▶ WHAT THIS TASK INVOLVES
Look through the material below and say how many of its lines carry the string "SKOOL". Only the number should be given.

Start of STORED DATA

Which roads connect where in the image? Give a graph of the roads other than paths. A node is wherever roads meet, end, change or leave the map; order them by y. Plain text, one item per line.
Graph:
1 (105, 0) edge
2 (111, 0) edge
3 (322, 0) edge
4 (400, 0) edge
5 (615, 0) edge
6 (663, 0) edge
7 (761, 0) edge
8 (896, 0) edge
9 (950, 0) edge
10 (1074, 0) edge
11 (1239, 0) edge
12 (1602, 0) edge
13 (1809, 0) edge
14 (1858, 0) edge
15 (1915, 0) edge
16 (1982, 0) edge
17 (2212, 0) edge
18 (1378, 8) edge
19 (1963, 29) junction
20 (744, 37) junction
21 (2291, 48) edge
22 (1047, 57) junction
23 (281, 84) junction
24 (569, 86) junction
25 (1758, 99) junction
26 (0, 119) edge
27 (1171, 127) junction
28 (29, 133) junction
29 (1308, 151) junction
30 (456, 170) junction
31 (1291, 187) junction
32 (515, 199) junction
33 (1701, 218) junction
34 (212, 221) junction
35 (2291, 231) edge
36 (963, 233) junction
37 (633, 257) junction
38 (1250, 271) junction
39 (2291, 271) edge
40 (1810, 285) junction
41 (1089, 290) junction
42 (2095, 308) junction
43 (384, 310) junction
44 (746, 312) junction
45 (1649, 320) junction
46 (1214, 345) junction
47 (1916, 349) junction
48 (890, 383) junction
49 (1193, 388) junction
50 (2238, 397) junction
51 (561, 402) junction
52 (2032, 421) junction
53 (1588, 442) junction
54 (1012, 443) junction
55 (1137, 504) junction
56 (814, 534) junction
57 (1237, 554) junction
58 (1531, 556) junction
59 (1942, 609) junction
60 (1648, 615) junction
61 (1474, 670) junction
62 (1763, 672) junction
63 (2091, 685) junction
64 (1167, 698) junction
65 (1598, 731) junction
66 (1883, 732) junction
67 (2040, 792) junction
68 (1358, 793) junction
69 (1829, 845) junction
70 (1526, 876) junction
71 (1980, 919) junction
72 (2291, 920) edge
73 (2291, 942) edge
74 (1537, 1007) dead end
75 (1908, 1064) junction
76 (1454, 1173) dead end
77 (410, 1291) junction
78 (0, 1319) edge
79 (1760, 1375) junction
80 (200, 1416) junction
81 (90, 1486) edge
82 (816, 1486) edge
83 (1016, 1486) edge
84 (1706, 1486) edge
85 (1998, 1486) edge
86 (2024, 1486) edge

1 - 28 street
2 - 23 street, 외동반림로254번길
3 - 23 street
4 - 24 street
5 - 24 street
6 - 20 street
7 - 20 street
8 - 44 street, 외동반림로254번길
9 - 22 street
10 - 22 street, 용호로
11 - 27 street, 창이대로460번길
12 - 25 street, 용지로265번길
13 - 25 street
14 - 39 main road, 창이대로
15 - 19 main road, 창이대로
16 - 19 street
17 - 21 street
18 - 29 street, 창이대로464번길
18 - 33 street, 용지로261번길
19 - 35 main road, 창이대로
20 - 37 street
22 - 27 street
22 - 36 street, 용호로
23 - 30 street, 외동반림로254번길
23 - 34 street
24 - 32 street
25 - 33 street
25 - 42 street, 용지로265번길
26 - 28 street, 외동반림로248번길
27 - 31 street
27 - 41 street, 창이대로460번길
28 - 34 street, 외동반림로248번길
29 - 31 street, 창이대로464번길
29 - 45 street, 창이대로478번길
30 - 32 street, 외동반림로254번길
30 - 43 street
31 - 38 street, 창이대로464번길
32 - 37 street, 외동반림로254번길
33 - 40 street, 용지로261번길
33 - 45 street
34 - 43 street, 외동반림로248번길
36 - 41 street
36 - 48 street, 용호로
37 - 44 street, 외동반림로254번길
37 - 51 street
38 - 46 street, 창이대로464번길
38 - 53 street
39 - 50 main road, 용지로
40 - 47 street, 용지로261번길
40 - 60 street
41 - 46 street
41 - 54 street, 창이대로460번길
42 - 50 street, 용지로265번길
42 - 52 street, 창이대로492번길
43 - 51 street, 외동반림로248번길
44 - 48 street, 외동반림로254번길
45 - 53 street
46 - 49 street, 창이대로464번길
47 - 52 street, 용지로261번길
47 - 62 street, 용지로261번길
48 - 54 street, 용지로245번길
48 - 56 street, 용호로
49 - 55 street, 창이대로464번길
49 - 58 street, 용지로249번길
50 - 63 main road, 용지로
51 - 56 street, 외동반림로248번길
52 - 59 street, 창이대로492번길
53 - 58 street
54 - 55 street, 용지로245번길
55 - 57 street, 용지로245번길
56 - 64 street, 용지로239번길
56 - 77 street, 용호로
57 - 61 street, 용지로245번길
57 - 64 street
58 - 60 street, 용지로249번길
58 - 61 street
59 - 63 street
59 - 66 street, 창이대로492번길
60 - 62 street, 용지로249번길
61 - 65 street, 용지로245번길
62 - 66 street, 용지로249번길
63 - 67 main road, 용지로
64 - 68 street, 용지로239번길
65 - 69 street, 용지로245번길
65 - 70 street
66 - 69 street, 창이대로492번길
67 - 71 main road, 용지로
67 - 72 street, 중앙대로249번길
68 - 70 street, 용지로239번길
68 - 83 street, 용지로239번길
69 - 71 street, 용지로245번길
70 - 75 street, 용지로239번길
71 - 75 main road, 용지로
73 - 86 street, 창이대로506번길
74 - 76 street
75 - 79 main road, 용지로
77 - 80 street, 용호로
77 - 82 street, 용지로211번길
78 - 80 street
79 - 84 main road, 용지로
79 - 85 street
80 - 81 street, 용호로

End of STORED DATA
Start of STORED DATA

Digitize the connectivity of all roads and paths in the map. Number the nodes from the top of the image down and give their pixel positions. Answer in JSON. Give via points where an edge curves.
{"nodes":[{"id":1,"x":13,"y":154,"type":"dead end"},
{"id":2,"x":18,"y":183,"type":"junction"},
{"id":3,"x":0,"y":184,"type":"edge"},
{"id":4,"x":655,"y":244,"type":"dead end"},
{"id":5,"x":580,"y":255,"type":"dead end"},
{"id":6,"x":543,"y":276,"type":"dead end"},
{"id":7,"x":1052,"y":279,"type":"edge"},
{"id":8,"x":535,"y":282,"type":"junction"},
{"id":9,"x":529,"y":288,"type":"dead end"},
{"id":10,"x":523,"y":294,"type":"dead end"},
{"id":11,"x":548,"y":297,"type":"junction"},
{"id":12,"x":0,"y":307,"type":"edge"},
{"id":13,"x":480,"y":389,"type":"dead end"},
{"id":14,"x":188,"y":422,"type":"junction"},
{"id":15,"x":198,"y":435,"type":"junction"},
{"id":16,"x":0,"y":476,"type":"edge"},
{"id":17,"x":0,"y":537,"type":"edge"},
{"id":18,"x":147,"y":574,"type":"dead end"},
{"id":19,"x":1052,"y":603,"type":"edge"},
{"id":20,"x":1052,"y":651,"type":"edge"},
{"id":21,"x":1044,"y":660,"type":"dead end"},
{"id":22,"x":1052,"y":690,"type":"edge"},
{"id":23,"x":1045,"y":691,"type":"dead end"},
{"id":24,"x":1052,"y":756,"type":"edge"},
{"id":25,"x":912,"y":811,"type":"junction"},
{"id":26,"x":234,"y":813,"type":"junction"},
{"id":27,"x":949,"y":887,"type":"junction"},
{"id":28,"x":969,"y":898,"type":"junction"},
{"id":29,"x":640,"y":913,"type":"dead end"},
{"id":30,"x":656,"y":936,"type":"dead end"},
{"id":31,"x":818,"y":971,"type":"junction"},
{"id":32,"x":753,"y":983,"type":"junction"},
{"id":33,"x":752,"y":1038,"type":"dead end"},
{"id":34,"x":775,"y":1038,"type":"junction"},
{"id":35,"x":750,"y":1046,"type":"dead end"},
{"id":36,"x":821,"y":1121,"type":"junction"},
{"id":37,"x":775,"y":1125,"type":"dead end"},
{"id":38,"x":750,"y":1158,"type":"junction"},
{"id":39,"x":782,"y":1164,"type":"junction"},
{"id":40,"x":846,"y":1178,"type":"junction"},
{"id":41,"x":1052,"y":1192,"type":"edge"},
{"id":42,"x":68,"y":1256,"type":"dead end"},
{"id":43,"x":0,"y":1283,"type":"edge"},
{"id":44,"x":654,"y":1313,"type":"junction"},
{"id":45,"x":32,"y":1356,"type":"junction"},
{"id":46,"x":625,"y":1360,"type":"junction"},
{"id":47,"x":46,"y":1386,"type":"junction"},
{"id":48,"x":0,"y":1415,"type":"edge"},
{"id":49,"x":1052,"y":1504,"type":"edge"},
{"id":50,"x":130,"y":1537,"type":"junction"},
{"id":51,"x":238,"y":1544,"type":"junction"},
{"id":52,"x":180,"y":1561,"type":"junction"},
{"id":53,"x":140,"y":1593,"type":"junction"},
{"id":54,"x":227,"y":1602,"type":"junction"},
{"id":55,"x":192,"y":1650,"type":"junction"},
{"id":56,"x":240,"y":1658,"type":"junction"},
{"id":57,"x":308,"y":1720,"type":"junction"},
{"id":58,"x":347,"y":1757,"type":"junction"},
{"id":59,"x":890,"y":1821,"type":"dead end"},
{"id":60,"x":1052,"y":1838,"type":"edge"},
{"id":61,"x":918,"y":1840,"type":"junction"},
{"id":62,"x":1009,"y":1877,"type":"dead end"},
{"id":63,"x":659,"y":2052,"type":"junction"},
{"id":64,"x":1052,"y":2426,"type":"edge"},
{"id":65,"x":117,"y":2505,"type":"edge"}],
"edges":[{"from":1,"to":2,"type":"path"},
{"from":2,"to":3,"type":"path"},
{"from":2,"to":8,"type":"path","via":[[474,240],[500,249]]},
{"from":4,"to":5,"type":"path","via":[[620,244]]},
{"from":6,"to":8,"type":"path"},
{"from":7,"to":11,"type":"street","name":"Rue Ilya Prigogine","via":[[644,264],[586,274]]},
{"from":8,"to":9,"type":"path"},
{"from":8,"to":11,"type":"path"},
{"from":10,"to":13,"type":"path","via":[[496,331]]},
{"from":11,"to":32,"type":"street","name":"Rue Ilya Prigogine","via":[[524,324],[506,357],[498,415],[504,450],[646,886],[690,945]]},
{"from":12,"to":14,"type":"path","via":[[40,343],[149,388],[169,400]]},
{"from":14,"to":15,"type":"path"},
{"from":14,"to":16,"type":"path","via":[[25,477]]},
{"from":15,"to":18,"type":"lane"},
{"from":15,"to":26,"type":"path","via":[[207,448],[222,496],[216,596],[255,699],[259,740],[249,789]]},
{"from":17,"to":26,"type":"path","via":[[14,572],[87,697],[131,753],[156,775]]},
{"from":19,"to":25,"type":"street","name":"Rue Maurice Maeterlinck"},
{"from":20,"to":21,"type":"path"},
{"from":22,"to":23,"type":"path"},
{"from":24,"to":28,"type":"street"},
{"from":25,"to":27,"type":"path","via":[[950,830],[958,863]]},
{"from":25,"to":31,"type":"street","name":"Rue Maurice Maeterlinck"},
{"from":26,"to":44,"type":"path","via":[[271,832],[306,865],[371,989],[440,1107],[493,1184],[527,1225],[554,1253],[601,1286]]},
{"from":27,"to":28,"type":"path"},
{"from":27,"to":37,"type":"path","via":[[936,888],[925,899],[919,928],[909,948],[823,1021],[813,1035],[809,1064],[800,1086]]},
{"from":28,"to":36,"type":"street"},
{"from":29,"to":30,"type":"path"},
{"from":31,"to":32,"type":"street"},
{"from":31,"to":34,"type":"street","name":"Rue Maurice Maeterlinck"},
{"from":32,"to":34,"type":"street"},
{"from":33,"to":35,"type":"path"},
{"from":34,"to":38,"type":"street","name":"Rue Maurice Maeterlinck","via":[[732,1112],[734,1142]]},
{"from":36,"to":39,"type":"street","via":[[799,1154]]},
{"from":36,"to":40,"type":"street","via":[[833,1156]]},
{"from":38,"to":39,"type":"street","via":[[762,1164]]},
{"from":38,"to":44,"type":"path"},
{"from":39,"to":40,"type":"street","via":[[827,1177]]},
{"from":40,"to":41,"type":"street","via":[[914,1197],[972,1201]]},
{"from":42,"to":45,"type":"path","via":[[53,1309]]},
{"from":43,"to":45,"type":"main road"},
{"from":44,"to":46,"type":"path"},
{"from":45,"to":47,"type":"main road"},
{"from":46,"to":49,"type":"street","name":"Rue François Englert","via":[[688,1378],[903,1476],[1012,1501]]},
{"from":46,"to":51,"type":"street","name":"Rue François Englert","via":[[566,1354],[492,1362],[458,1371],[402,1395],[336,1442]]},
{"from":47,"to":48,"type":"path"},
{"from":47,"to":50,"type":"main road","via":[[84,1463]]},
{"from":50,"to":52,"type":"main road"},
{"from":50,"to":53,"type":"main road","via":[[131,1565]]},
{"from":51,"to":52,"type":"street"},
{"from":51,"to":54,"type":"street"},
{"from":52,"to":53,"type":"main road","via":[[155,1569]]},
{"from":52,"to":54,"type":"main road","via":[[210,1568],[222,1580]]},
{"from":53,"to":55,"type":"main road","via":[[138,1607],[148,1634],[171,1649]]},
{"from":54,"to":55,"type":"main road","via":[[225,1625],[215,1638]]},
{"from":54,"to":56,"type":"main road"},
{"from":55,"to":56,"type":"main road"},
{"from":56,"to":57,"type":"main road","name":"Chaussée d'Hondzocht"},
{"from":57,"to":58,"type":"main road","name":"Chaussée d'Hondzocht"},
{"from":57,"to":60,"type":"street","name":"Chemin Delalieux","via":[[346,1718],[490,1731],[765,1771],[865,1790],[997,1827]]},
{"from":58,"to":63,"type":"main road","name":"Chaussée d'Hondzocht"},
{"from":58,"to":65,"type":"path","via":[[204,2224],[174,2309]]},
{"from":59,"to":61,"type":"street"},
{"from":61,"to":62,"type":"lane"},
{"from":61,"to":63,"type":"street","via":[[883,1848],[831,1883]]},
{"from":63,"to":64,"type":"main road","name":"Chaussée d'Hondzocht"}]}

End of STORED DATA
Start of STORED DATA

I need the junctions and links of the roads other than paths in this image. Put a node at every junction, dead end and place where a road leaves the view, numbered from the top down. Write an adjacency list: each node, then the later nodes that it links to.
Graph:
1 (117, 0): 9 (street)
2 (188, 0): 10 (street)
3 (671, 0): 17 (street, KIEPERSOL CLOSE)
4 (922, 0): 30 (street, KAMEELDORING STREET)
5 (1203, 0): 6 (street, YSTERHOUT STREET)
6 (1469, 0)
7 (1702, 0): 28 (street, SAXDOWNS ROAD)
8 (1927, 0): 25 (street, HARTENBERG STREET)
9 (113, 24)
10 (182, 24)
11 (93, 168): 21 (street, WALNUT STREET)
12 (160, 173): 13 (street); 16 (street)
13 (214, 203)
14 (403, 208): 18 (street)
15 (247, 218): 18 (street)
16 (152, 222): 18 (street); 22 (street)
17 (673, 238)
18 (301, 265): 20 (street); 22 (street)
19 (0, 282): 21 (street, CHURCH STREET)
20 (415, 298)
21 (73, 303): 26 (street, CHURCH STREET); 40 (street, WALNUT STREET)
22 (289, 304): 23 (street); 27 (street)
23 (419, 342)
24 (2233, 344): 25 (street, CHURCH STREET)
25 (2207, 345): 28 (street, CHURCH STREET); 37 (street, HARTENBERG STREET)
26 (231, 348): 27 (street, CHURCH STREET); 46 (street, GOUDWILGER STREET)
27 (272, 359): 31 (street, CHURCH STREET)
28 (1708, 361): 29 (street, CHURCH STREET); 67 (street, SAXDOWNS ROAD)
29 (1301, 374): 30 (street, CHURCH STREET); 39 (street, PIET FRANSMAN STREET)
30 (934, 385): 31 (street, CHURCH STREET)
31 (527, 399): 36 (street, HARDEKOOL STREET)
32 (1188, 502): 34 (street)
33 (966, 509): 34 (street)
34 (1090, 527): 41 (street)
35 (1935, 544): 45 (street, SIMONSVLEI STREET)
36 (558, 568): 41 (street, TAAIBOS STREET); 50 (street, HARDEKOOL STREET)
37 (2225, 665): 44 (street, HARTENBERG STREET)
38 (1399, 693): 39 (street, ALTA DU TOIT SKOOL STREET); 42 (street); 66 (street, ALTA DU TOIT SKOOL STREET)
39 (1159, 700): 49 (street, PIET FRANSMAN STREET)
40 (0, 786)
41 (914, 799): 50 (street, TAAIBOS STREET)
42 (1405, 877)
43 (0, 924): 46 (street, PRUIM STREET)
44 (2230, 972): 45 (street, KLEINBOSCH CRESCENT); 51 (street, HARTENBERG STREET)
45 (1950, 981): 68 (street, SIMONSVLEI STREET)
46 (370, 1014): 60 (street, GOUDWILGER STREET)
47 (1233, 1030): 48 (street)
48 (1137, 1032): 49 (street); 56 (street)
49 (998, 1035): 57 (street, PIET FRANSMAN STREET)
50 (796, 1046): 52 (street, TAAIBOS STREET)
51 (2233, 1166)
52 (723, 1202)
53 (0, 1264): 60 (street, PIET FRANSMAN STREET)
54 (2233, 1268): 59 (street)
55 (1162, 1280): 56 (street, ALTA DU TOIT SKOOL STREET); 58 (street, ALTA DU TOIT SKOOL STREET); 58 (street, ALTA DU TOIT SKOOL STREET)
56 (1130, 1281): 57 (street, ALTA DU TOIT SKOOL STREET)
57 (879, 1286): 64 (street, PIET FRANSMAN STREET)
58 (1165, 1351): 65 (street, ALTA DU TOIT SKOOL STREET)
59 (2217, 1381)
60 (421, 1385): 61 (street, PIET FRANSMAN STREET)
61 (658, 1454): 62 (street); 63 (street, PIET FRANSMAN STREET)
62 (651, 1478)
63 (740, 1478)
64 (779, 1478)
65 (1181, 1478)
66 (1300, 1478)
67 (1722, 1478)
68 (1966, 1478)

End of STORED DATA

▶ EXERCISE SOLUTION
4